La colline où rugissent les lionnes Albanie, France, Kosovo 2021 – 83min.

Critique du film

Ode à une jeunesse sans but

Critique du film: Eleo Billet

Pour son premier long métrage, à 21 ans Luàna Bajrami est à la fois scénariste, réalisatrice, actrice, productrice et costumière. Si la cinéaste se distingue de ses pairs, ce n’est pas par son âge, mais par sa fougue et ses envies de raconter le quotidien de jeunes femmes déshéritées dans un Kosovo aride.

Avec La colline où rugissent les lionnes, la réalisatrice s’empare du genre très codifié qu’est le récit d’apprentissage et le situe dans son pays natal pour suivre l’été des 20 ans d'un groupe de filles. Son œuvre se place dans la lignée des premiers films de Catherine Hardwicke ou Céline Sciamma - pour qui Luàna Bajrami a d’ailleurs joué - puisque la réalisatrice pose sur ses personnages un regard quasi-exempt de l’habituel « male gaze », si ce n’est dans certains plans voyeuristes maladroits. Les élans de féminisme sont alors comme autant de balbutiements dans ce petit village kosovar au sein duquel évoluent Jeta, Qe et Li, où la désolation et les mentalités étriquées sont reines.

Si des hésitations se ressentent dans la mise en scène, proche du naturalisme, et dans le montage trainant de la première partie, les séquences de discussions, dans l’herbe, lors d’un repas dans une maison abandonnée ou de jeux dans une piscine vide, paraîtront anodines, alors qu’elles ramènent les protagonistes à l’enfance. Elles demeurent des figures figées dans l’attente d’une décision des hautes institutions du pays. Le récit fait même quelques écarts, jusqu’à devenir décousu, pour suivre d’autres personnages, et ainsi donner vie à cet univers et autant de raisons aux jeunes femmes de le quitter ou d’y revenir.

Ce mouvement de va-et-vient se reflète également dans la configuration du groupe, qui tente d’intégrer une quatrième fille, avant d’adopter Zem (Andi Bajgora), le partenaire de Li. Si la crainte de ne pas trouver leur place en tant qu’adultes tenaille ces post-adolescentes, elles mettent toutefois leur esprit de côté pour laisser s’exprimer leurs corps, à l’occasion de danses et d’embrassades à l’émotion contagieuse. Les thèmes de la physicalité et de la nature sont d’ailleurs les plus aboutis de l'œuvre, entre la colline qui sert de point névralgique au trio, et l’eau où s’expriment les premières amours.

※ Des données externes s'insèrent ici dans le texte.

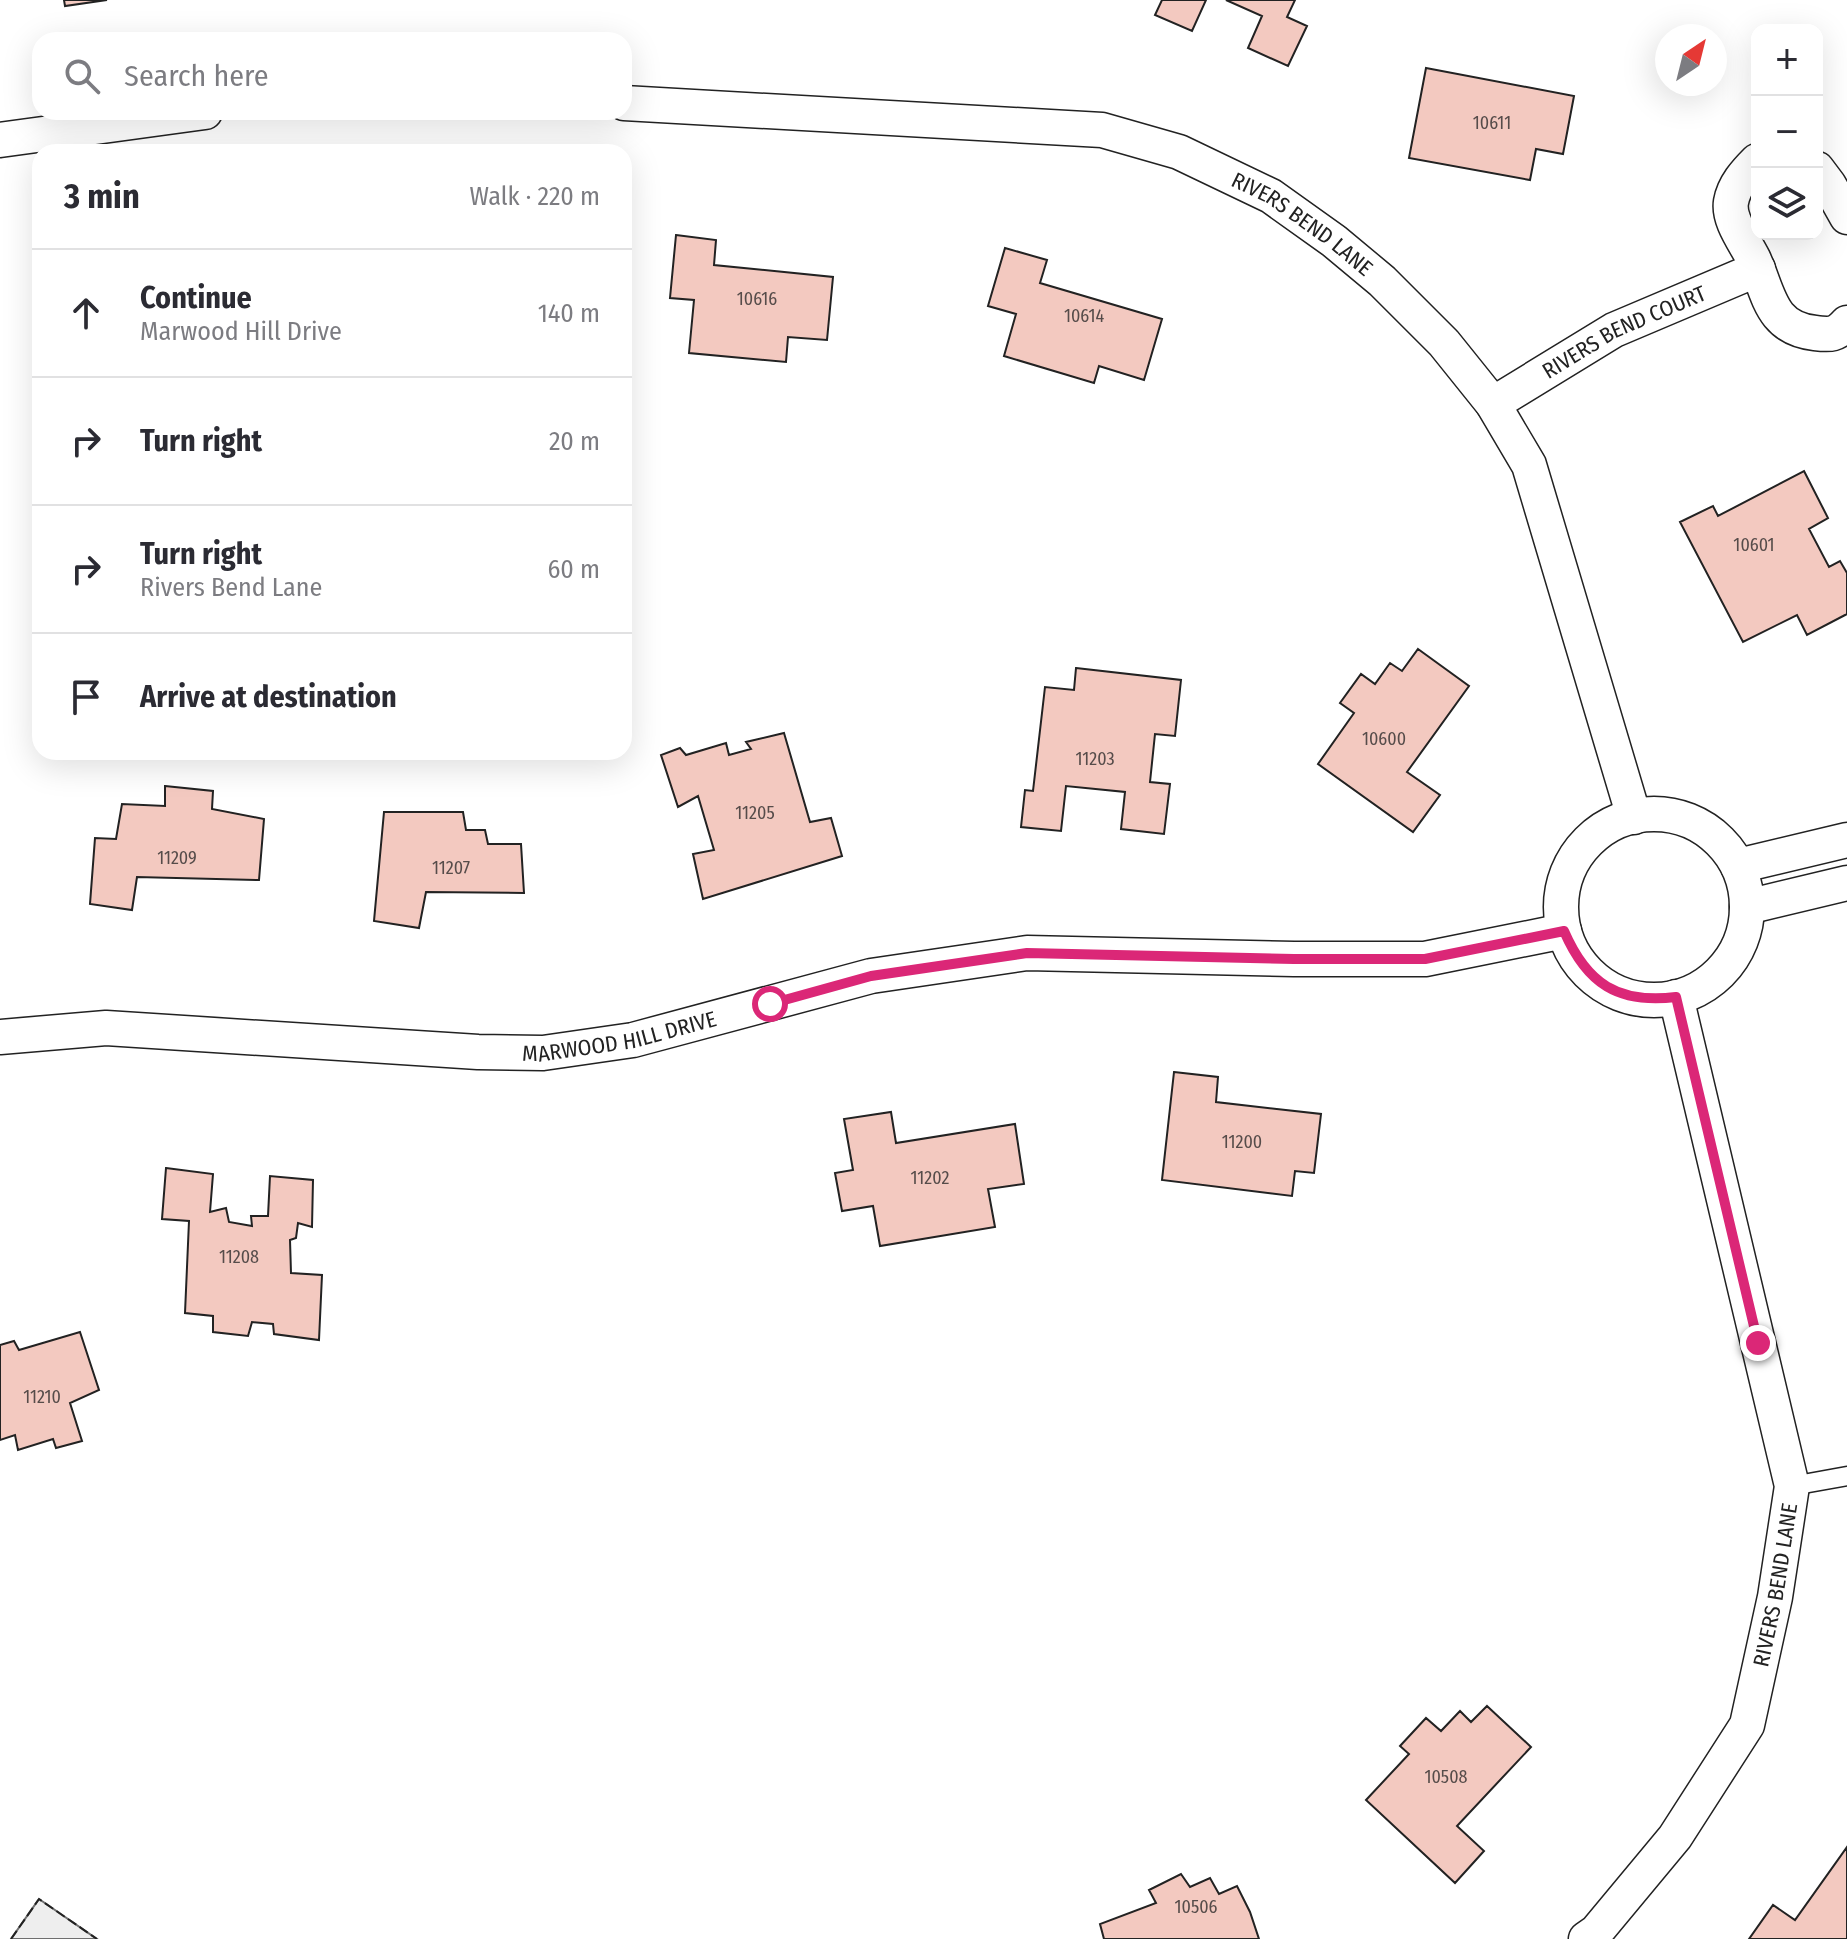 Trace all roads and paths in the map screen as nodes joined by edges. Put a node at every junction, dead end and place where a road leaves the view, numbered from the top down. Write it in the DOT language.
graph roads {
  1 [pos="632,103"];
  2 [pos="146,120"];
  3 [pos="0,140"];
  4 [pos="1751,166"];
  5 [pos="1823,177"];
  6 [pos="1847,217"];
  7 [pos="1758,269"];
  8 [pos="1847,323"];
  9 [pos="1493,404"];
  10 [pos="1634,817"];
  11 [pos="1847,840"];
  12 [pos="1738,866"];
  13 [pos="1847,883"];
  14 [pos="1747,907"];
  15 [pos="1564,931"];
  16 [pos="1676,997"];
  17 [pos="0,1037"];
  18 [pos="1847,1476"];
  19 [pos="1792,1486"];
  20 [pos="1586,1939"];
  1 -- 9 [label="street, RIVERS BEND LANE"];
  2 -- 3 [label="street"];
  4 -- 7 [label="street"];
  5 -- 6 [label="street"];
  7 -- 8 [label="street"];
  7 -- 9 [label="street, RIVERS BEND COURT"];
  9 -- 10 [label="street, RIVERS BEND LANE"];
  10 -- 12 [label="street"];
  10 -- 15 [label="street"];
  11 -- 12 [label="street"];
  12 -- 14 [label="street"];
  13 -- 14 [label="street"];
  14 -- 16 [label="street"];
  15 -- 16 [label="street"];
  15 -- 17 [label="street, MARWOOD HILL DRIVE"];
  16 -- 19 [label="street, RIVERS BEND LANE"];
  18 -- 19 [label="lane"];
  19 -- 20 [label="street, RIVERS BEND LANE"];
} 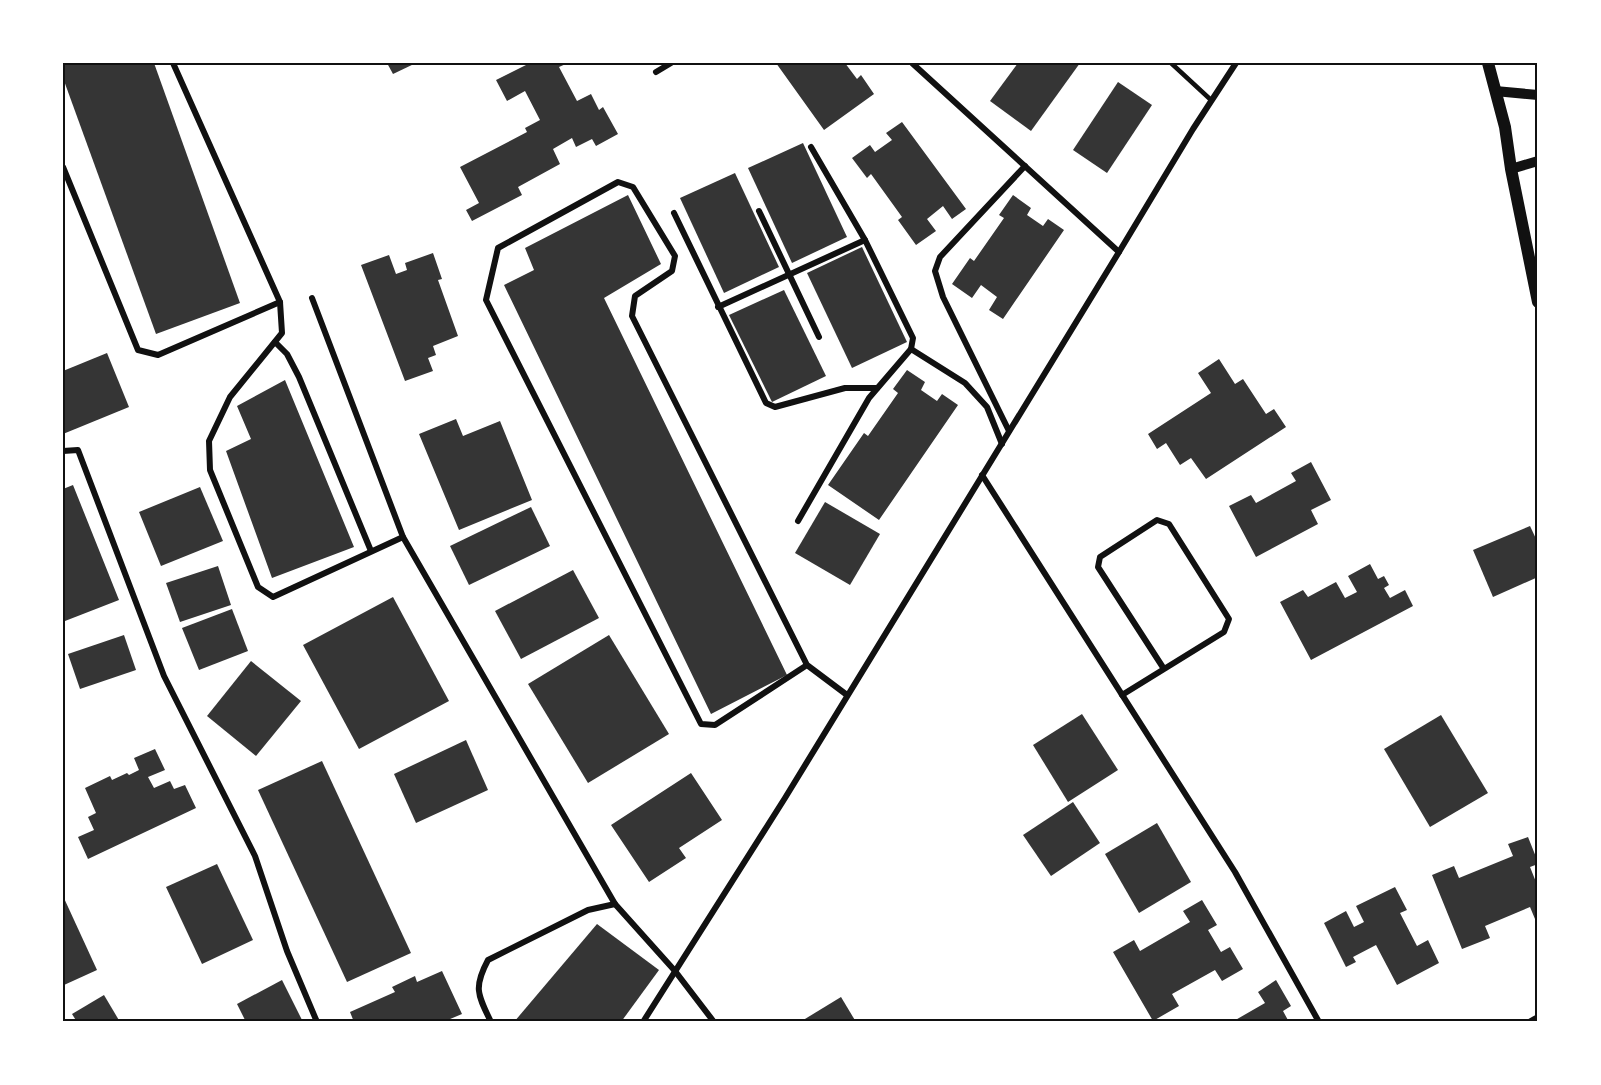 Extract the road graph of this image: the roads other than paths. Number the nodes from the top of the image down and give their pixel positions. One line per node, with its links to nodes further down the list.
1 (172, 63): 22 (street)
2 (671, 63): 7 (street)
3 (912, 63): 13 (street)
4 (1171, 63): 10 (lane)
5 (1236, 63): 10 (street)
6 (1488, 63): 8 (main road)
7 (656, 72)
8 (1495, 91): 9 (street); 15 (main road)
9 (1538, 95)
10 (1211, 100): 19 (street)
11 (811, 147): 18 (street)
12 (1538, 161): 15 (street)
13 (1025, 166): 19 (street); 29 (street)
14 (63, 167): 22 (street)
15 (1511, 169): 23 (main road)
16 (759, 211): 20 (street)
17 (674, 213): 24 (street)
18 (865, 240): 20 (street); 27 (street)
19 (1119, 252): 29 (street)
20 (790, 274): 24 (street); 25 (street)
21 (312, 298): 34 (street)
22 (280, 302): 26 (street)
23 (1538, 302)
24 (718, 307): 28 (street)
25 (819, 337)
26 (275, 342): 35 (street); 35 (street)
27 (911, 349): 28 (street); 30 (street)
28 (877, 388): 33 (street)
29 (1009, 431): 30 (street)
30 (1002, 444): 32 (street)
31 (63, 451): 43 (street)
32 (982, 475): 38 (street); 39 (street)
33 (798, 520)
34 (403, 537): 35 (street); 40 (street)
35 (371, 551)
36 (807, 665): 36 (street); 38 (street)
37 (1164, 669): 37 (street); 39 (street)
38 (847, 695): 41 (street)
39 (1122, 695): 47 (street)
40 (615, 904): 41 (street); 44 (street)
41 (675, 971): 45 (street); 46 (street)
42 (1538, 1017): 48 (street)
43 (317, 1022)
44 (491, 1022)
45 (643, 1022)
46 (714, 1022)
47 (1319, 1022)
48 (1529, 1022)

Par son décor atypique, pour un film traitant dans sa seconde partie de cambriolages, de violences sexistes et sexuelles, La colline où rugissent les lionnes dessine une critique sociale plus amère que ne l’ont fait des œuvres qui représentaient le seul ennui des jeunes de la classe moyenne. Ici, cette jeunesse plus privilégiée est contenue dans le personnage de Lena (Luàna Bajrami), Parisienne solitaire en vacances qui fantasme sur l’amitié du trio, finalement amenée à réfléchir sur sa condition, après sa rencontre avec Qe. Seulement, Lena sert aussi de mise en garde sur la vaine recherche d’horizons meilleurs puisque nos erreurs nous ramèneraient toujours au point de départ. C’est là que le film perd à nouveau en intensité, en se reposant trop sur le symbolisme d’une chute à venir, alors que sa durée ne lui permet pas de s’appesantir sur l’Assommoir de Zola au détriment du développement égal de ses trois héroïnes.

Tant empreint de la beauté de sa photographie, que de la dureté du quotidien des personnages portés par de formidables jeunes talents, notamment Flaka Latifi, le premier long-métrage de la réalisatrice ne révèle ses faiblesses que dans son scénario et son rythme inégal. Malgré certaines facilités, les dernières scènes concluent l’ensemble avec une rupture de ton maîtrisée qui flirte avec l’horreur. De quoi augurer une carrière prometteuse pour Luàna Bajrami.